> Records from a collection:

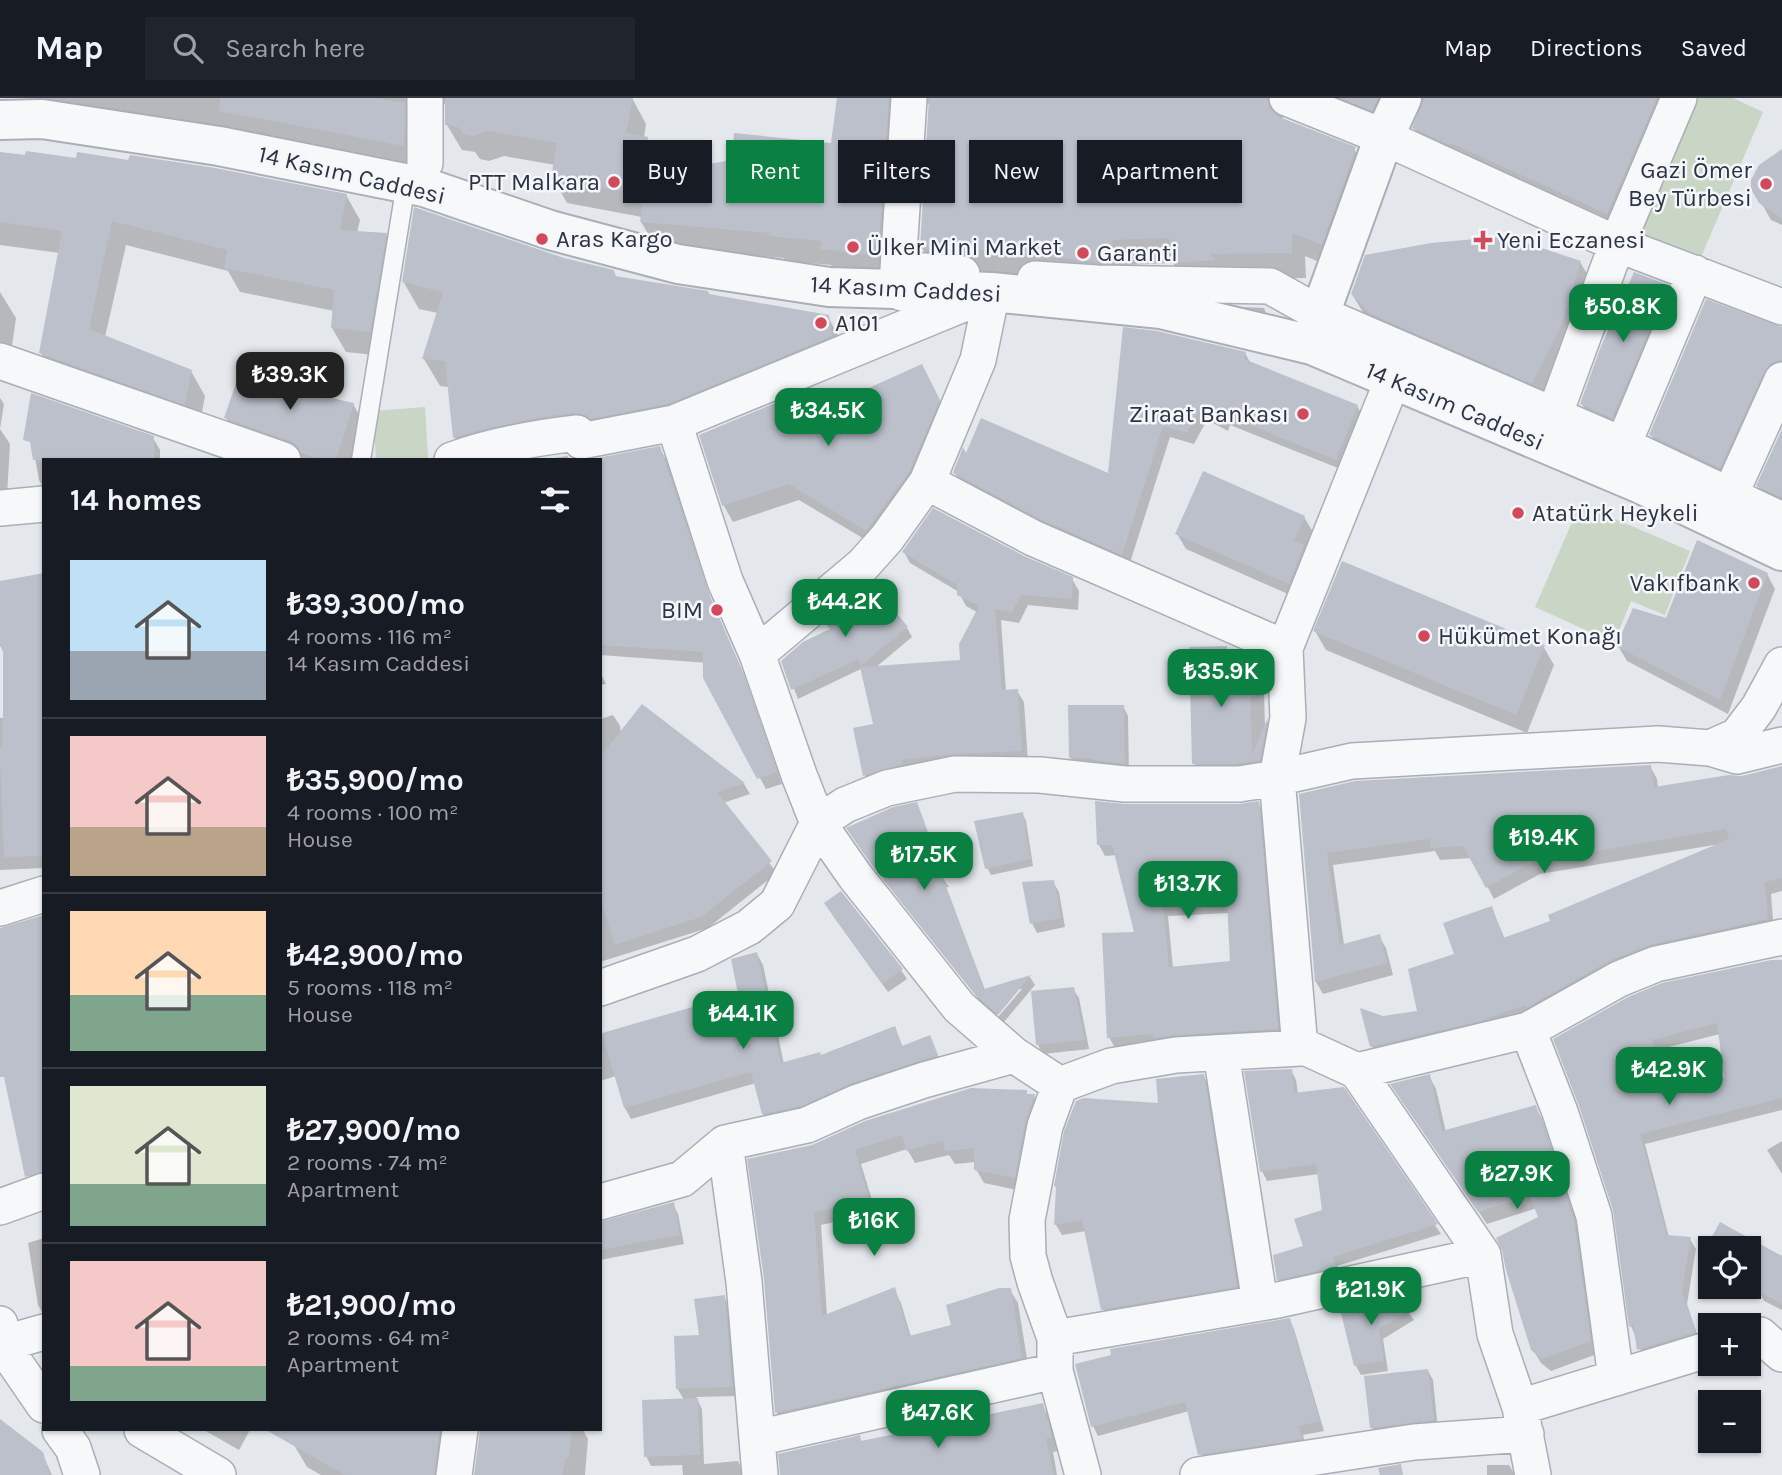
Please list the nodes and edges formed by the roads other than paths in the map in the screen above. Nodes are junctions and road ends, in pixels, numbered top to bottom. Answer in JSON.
{"nodes":[{"id":1,"x":16,"y":98,"type":"edge"},
{"id":2,"x":40,"y":98,"type":"edge"},
{"id":3,"x":425,"y":98,"type":"edge"},
{"id":4,"x":909,"y":98,"type":"edge"},
{"id":5,"x":1287,"y":98,"type":"edge"},
{"id":6,"x":1402,"y":98,"type":"edge"},
{"id":7,"x":1679,"y":98,"type":"edge"},
{"id":8,"x":0,"y":100,"type":"edge"},
{"id":9,"x":0,"y":120,"type":"edge"},
{"id":10,"x":1384,"y":137,"type":"junction"},
{"id":11,"x":416,"y":173,"type":"junction"},
{"id":12,"x":1617,"y":244,"type":"junction"},
{"id":13,"x":1695,"y":273,"type":"junction"},
{"id":14,"x":900,"y":279,"type":"junction"},
{"id":15,"x":992,"y":292,"type":"junction"},
{"id":16,"x":1782,"y":307,"type":"edge"},
{"id":17,"x":907,"y":327,"type":"junction"},
{"id":18,"x":1316,"y":329,"type":"junction"},
{"id":19,"x":0,"y":362,"type":"edge"},
{"id":20,"x":1393,"y":379,"type":"junction"},
{"id":21,"x":1782,"y":380,"type":"edge"},
{"id":22,"x":1554,"y":416,"type":"junction"},
{"id":23,"x":674,"y":423,"type":"junction"},
{"id":24,"x":1623,"y":445,"type":"junction"},
{"id":25,"x":496,"y":454,"type":"edge"},
{"id":26,"x":277,"y":458,"type":"edge"},
{"id":27,"x":361,"y":458,"type":"edge"},
{"id":28,"x":467,"y":458,"type":"edge"},
{"id":29,"x":927,"y":482,"type":"junction"},
{"id":30,"x":1730,"y":495,"type":"junction"},
{"id":31,"x":42,"y":504,"type":"edge"},
{"id":32,"x":0,"y":508,"type":"edge"},
{"id":33,"x":1782,"y":520,"type":"edge"},
{"id":34,"x":1782,"y":551,"type":"edge"},
{"id":35,"x":1285,"y":648,"type":"junction"},
{"id":36,"x":757,"y":654,"type":"junction"},
{"id":37,"x":1782,"y":665,"type":"edge"},
{"id":38,"x":1782,"y":745,"type":"edge"},
{"id":39,"x":1710,"y":748,"type":"junction"},
{"id":40,"x":1277,"y":778,"type":"junction"},
{"id":41,"x":818,"y":823,"type":"junction"},
{"id":42,"x":42,"y":895,"type":"edge"},
{"id":43,"x":0,"y":908,"type":"edge"},
{"id":44,"x":1782,"y":937,"type":"edge"},
{"id":45,"x":602,"y":978,"type":"edge"},
{"id":46,"x":1528,"y":1030,"type":"junction"},
{"id":47,"x":1300,"y":1048,"type":"junction"},
{"id":48,"x":1221,"y":1053,"type":"junction"},
{"id":49,"x":1014,"y":1055,"type":"junction"},
{"id":50,"x":1357,"y":1071,"type":"junction"},
{"id":51,"x":1060,"y":1085,"type":"junction"},
{"id":52,"x":725,"y":1143,"type":"junction"},
{"id":53,"x":42,"y":1192,"type":"edge"},
{"id":54,"x":602,"y":1201,"type":"edge"},
{"id":55,"x":0,"y":1207,"type":"edge"},
{"id":56,"x":1483,"y":1255,"type":"junction"},
{"id":57,"x":1260,"y":1303,"type":"junction"},
{"id":58,"x":42,"y":1332,"type":"edge"},
{"id":59,"x":1761,"y":1336,"type":"edge"},
{"id":60,"x":1,"y":1337,"type":"edge"},
{"id":61,"x":1781,"y":1351,"type":"edge"},
{"id":62,"x":1698,"y":1353,"type":"edge"},
{"id":63,"x":1055,"y":1354,"type":"junction"},
{"id":64,"x":42,"y":1368,"type":"edge"},
{"id":65,"x":1616,"y":1378,"type":"junction"},
{"id":66,"x":42,"y":1402,"type":"edge"},
{"id":67,"x":1523,"y":1420,"type":"junction"},
{"id":68,"x":62,"y":1431,"type":"edge"},
{"id":69,"x":460,"y":1431,"type":"edge"},
{"id":70,"x":162,"y":1435,"type":"edge"},
{"id":71,"x":757,"y":1438,"type":"junction"},
{"id":72,"x":82,"y":1475,"type":"edge"},
{"id":73,"x":218,"y":1475,"type":"edge"},
{"id":74,"x":454,"y":1475,"type":"edge"},
{"id":75,"x":760,"y":1475,"type":"edge"},
{"id":76,"x":1083,"y":1475,"type":"edge"},
{"id":77,"x":1198,"y":1475,"type":"edge"},
{"id":78,"x":1533,"y":1475,"type":"edge"}],
"edges":[{"from":1,"to":8,"type":"street"},
{"from":2,"to":11,"type":"street"},
{"from":3,"to":11,"type":"street"},
{"from":4,"to":14,"type":"street"},
{"from":5,"to":10,"type":"street"},
{"from":6,"to":10,"type":"street"},
{"from":7,"to":12,"type":"street"},
{"from":9,"to":11,"type":"street","name":"14 Kasım Caddesi"},
{"from":10,"to":12,"type":"street"},
{"from":10,"to":18,"type":"street"},
{"from":11,"to":14,"type":"street"},
{"from":11,"to":27,"type":"lane"},
{"from":12,"to":13,"type":"street"},
{"from":12,"to":22,"type":"street"},
{"from":13,"to":16,"type":"street"},
{"from":13,"to":24,"type":"street"},
{"from":14,"to":15,"type":"street","name":"14 Kasım Caddesi"},
{"from":14,"to":17,"type":"street"},
{"from":14,"to":18,"type":"street","name":"14 Kasım Caddesi"},
{"from":15,"to":17,"type":"street"},
{"from":15,"to":18,"type":"street","name":"14 Kasım Caddesi"},
{"from":15,"to":29,"type":"street"},
{"from":17,"to":23,"type":"street"},
{"from":18,"to":20,"type":"street","name":"14 Kasım Caddesi"},
{"from":18,"to":22,"type":"street","name":"14 Kasım Caddesi"},
{"from":19,"to":26,"type":"street"},
{"from":20,"to":34,"type":"street","name":"14 Kasım Caddesi"},
{"from":20,"to":35,"type":"street"},
{"from":21,"to":30,"type":"street"},
{"from":22,"to":24,"type":"street","name":"14 Kasım Caddesi"},
{"from":23,"to":25,"type":"street"},
{"from":23,"to":36,"type":"street"},
{"from":24,"to":30,"type":"street","name":"14 Kasım Caddesi"},
{"from":25,"to":28,"type":"street"},
{"from":29,"to":35,"type":"street"},
{"from":29,"to":36,"type":"street"},
{"from":30,"to":33,"type":"street","name":"14 Kasım Caddesi"},
{"from":31,"to":32,"type":"street"},
{"from":35,"to":40,"type":"street"},
{"from":36,"to":41,"type":"street"},
{"from":37,"to":39,"type":"street"},
{"from":38,"to":39,"type":"street"},
{"from":39,"to":40,"type":"street"},
{"from":40,"to":41,"type":"street"},
{"from":40,"to":47,"type":"street"},
{"from":41,"to":45,"type":"street"},
{"from":41,"to":49,"type":"street"},
{"from":42,"to":43,"type":"street"},
{"from":44,"to":46,"type":"street"},
{"from":46,"to":50,"type":"street"},
{"from":46,"to":65,"type":"street"},
{"from":47,"to":48,"type":"street"},
{"from":47,"to":50,"type":"street"},
{"from":48,"to":51,"type":"street"},
{"from":48,"to":57,"type":"street"},
{"from":49,"to":51,"type":"street"},
{"from":49,"to":52,"type":"street"},
{"from":50,"to":56,"type":"street"},
{"from":51,"to":63,"type":"street"},
{"from":52,"to":54,"type":"street"},
{"from":52,"to":71,"type":"street"},
{"from":53,"to":55,"type":"street"},
{"from":56,"to":57,"type":"street"},
{"from":56,"to":67,"type":"street"},
{"from":57,"to":63,"type":"street"},
{"from":58,"to":60,"type":"street"},
{"from":59,"to":61,"type":"street"},
{"from":60,"to":64,"type":"street"},
{"from":60,"to":66,"type":"street"},
{"from":62,"to":65,"type":"street"},
{"from":63,"to":71,"type":"street"},
{"from":63,"to":76,"type":"street"},
{"from":65,"to":67,"type":"street"},
{"from":67,"to":77,"type":"street"},
{"from":67,"to":78,"type":"street"},
{"from":68,"to":72,"type":"street"},
{"from":69,"to":74,"type":"street"},
{"from":70,"to":73,"type":"street"},
{"from":71,"to":75,"type":"street"}]}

> TASK DESCRIPTION: Copy out all lines from the records where the word "edges" appears.

> WRITTEN ANSWER:
Please list the nodes and edges formed by the roads other than paths in the map in the screen above. Nodes are junctions and road ends, in pixels, numbered top to bottom. Answer in JSON.
"edges":[{"from":1,"to":8,"type":"street"},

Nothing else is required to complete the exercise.